Che la notizia della partenza della classe prima non fosse prevista tra gli argomenti originari della conferenza stampa lo conferma Giulia Ceccato, referente del comitato genitori Rondò Brenta.
“Volevamo parlare alla cittadinanza della nostra scuola primaria e chiedere risposte ai nostri amministratori sulla partenza o meno della classe prima a settembre, dati i numeri ridotti delle iscrizioni - dichiara la portavoce dei genitori a Bassanonet -. L’assessore ci ha promesso che la classe partirà, seppure a orario non pieno, e il quartiere metterà a disposizione il centro ricreativo per riempire le ore che mancano alle 40 ore settimanali.”
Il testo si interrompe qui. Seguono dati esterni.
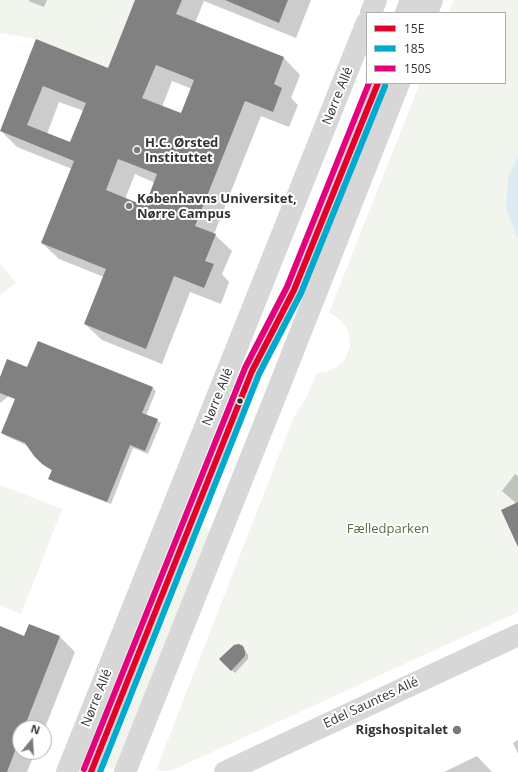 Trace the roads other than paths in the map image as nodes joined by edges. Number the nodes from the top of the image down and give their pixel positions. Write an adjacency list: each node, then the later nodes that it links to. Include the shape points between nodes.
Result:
1 (376, 0): 4 (street)
2 (411, 0): 5 (street)
3 (432, 0): 6 (street)
4 (371, 12)
5 (406, 12)
6 (427, 12)
7 (366, 25): 11 (street, Nørre Allé)
8 (378, 84): 12 (street, via 294,290 249,377)
9 (399, 84): 13 (street)
10 (518, 635): 14 (street, Edel Sauntes Allé)
11 (68, 772)
12 (91, 772)
13 (125, 772)
14 (225, 772)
“È una soluzione che va bene alle famiglie, piuttosto di niente è meglio il piuttosto - sostiene Giulia Ceccato, non certamente in un impulso di entusiasmo -. Ci sono comunque due bambini che sono rimasti esclusi dalla formazione della classe prima.”
E cioè? “Si tratta di due bambini - mi spiega - che nell’ultimo anno scolastico hanno frequentato solo qualche mese di prima, essendo arrivati in corso d’anno in quanto rifugiati, e i cui genitori avevano richiesto che i loro bimbi potessero ripetere dall’inizio la classe prima perché non sono ancora alfabetizzati. E invece l’istituzione scolastica ha deciso di promuoverli alla classe seconda. E quindi queste famiglie si ritrovano molto in difficoltà.”
Ma guarda un po’: si poteva tranquillamente arrivare a 16 iscritti, ne sono rimasti invece 14 e per far partire la classe è stato ideato tutto questo ambaradan.